Under the [SPS Agreement], developing and least developed countries were accorded transition periods during which SPS measures can be applied without the necessity of establishing a scientific justification for the measures. Under both the SPS and the TBT Agreements, assistance is provided to developing countries in the development of international standards and the preparation and application of technical regulations and standards. Under the TBT Agreement there is provision for review and revision of the Agreement every three years, with a review due in 2000. So far, the review process has not lead to modification or changes to the existing Agreements.
The European Union has expressed its concern with problems resulting from, among others things, non-alignment of domestic standards and technical regulations with relevant international standards, the non-harmonisation of conformity assessment procedures, discriminatory and non-transparent formulation and implementation of technical standards, the scope of products subject to mandatory certification, and the eco-labelling issue. It proposes negotiations address these problems by: (1) strengthening existing provisions of the [TBT Agreement]. This will be sought in the following areas: (a) guidance on good regulatory practice, and support for use of international standards by manufacturers as a means to demonstrate compliance with requirements; (b) promote uptake of the Agreement's Code of Good Practice on standards; (c) provide greater technical assistance for capacity building in developing countries to enable compliance with obligations and participation in preparation of international standards. (2) Clarification of existing definitions and provisions: (a) status of international standards and linkage between the Agreement and international guides for conformity assessment; (b) application of [TBT Code of Good Practice] principles (transparency, impartiality, accountability) to international standardisation bodies; (c) health, consumer health and environmental issues to be addressed to achieve appropriate balance between right to take action to achieve these objectives, and obligation to avoid trade restrictions. (3) Expansion of scope of Agreement: (a) promote international harmonisation of conformity assessment procedures; (b) development of multilateral guidelines on labelling; (c) establish non-discriminatory rules for the creation and administration of eco-labelling schemes based on a life-cycle approach.

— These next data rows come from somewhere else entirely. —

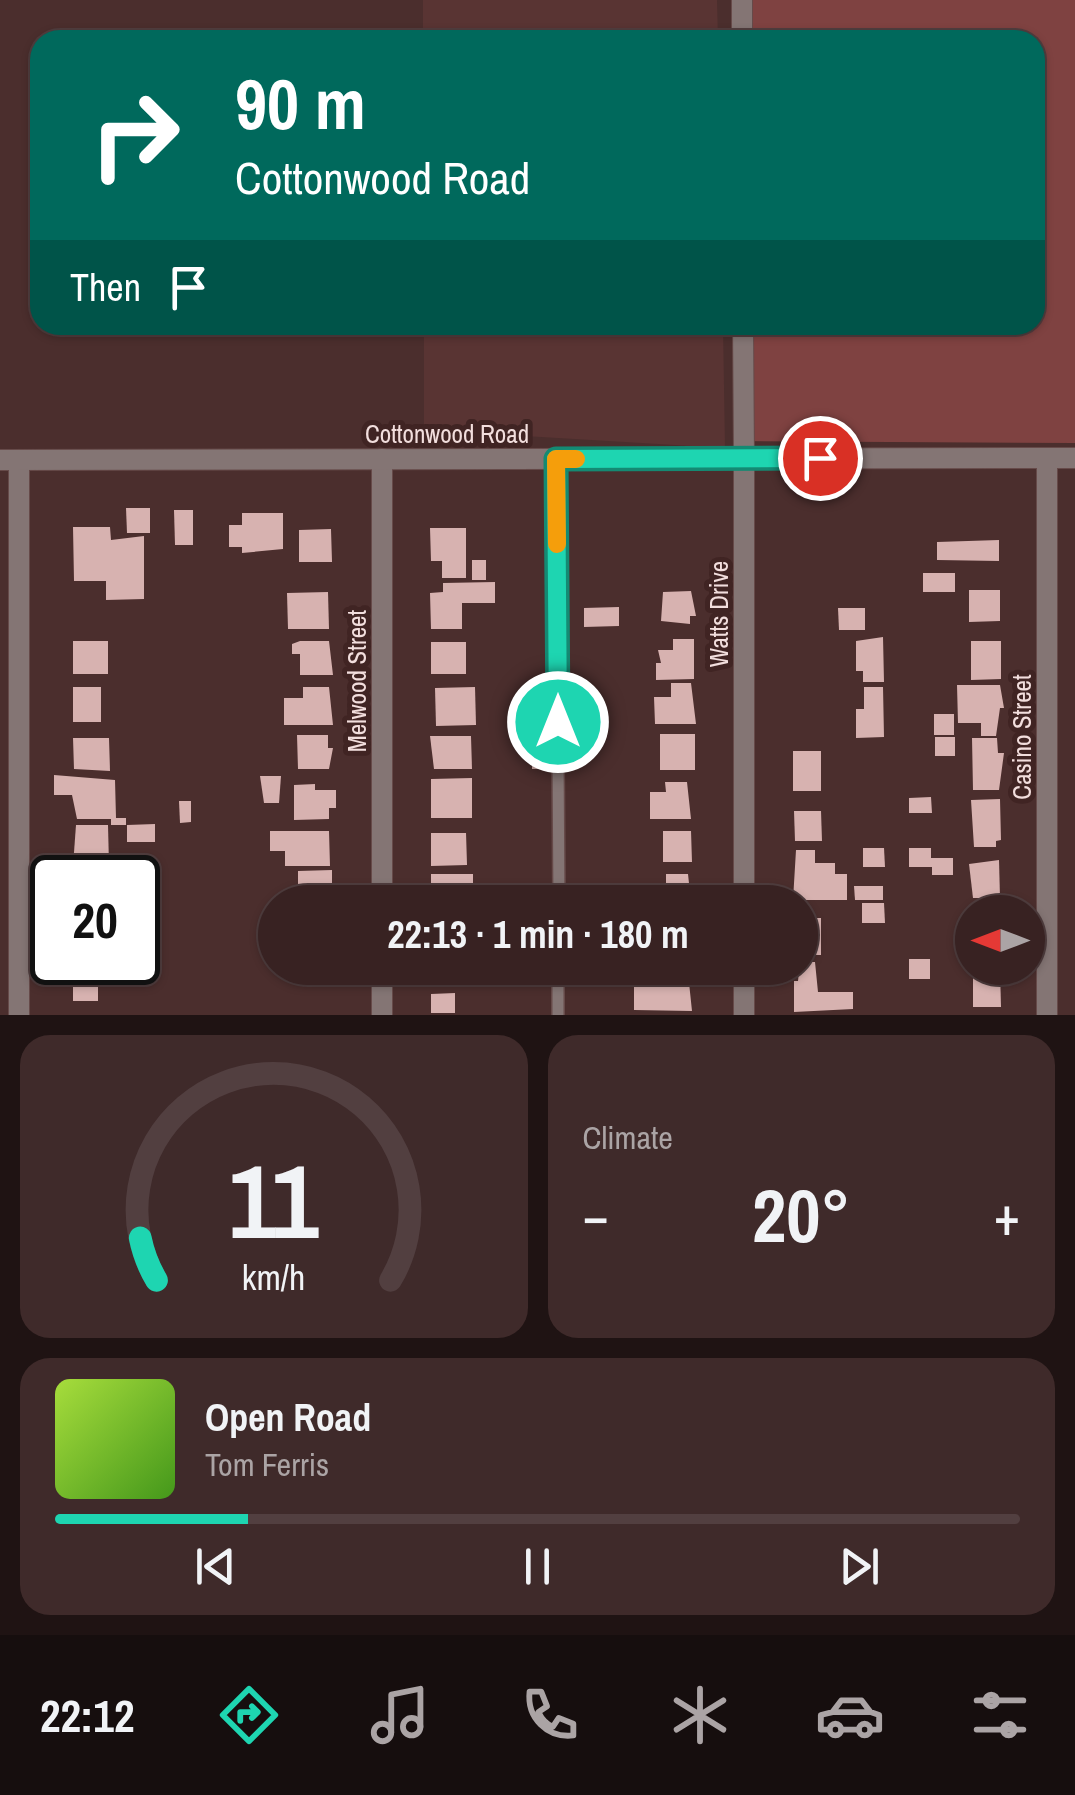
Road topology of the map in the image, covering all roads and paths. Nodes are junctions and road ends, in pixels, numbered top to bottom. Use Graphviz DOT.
graph roads {
  1 [pos="742,0"];
  2 [pos="742,30"];
  3 [pos="743,335"];
  4 [pos="1047,458"];
  5 [pos="1075,458"];
  6 [pos="382,459"];
  7 [pos="556,459"];
  8 [pos="744,459"];
  9 [pos="10,460"];
  10 [pos="382,885"];
  11 [pos="559,885"];
  12 [pos="744,885"];
  13 [pos="382,985"];
  14 [pos="558,985"];
  15 [pos="744,985"];
  16 [pos="13,1008"];
  17 [pos="382,1015"];
  18 [pos="558,1015"];
  19 [pos="744,1015"];
  20 [pos="1048,1015"];
  1 -- 2 [label="street"];
  3 -- 8 [label="street, Watts Drive"];
  4 -- 5 [label="street, Cottonwood Road"];
  4 -- 8 [label="street, Cottonwood Road"];
  4 -- 20 [label="street, Casino Street"];
  6 -- 7 [label="street, Cottonwood Road"];
  6 -- 9 [label="street, Cottonwood Road"];
  6 -- 10 [label="street, Melwood Street"];
  7 -- 8 [label="street, Cottonwood Road"];
  7 -- 11 [label="lane"];
  8 -- 12 [label="street, Watts Drive"];
  9 -- 16 [label="street"];
  13 -- 17 [label="street"];
  14 -- 18 [label="lane"];
  15 -- 19 [label="street"];
}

Clarification and harmonisation of the rules relating to technical barriers to trade is likely to act as a constraint on the use of such measures for protectionist purposes. This can be expected to result in a net economic gain for the global economy. The magnitude and distribution of the economic impact will be affected by the way in which international standards and regulations are developed, and in particular, the extent to which the developing countries are active participants in this process.
While the [TBT Agreement] represents a starting point in developing co-operation in technical regulations, standards, and conformity assessment procedures, much more remains to be achieved including issues relating to the establishment and acceptance of international standards, and internationally agreed mechanisms for assessing conformity with these standards. There should also be increased incentives for countries to adopt international standards. International standards do not exist for many products, and when they do, they are not always taken up leaving countries using (divergent) national standards that can restrict market access.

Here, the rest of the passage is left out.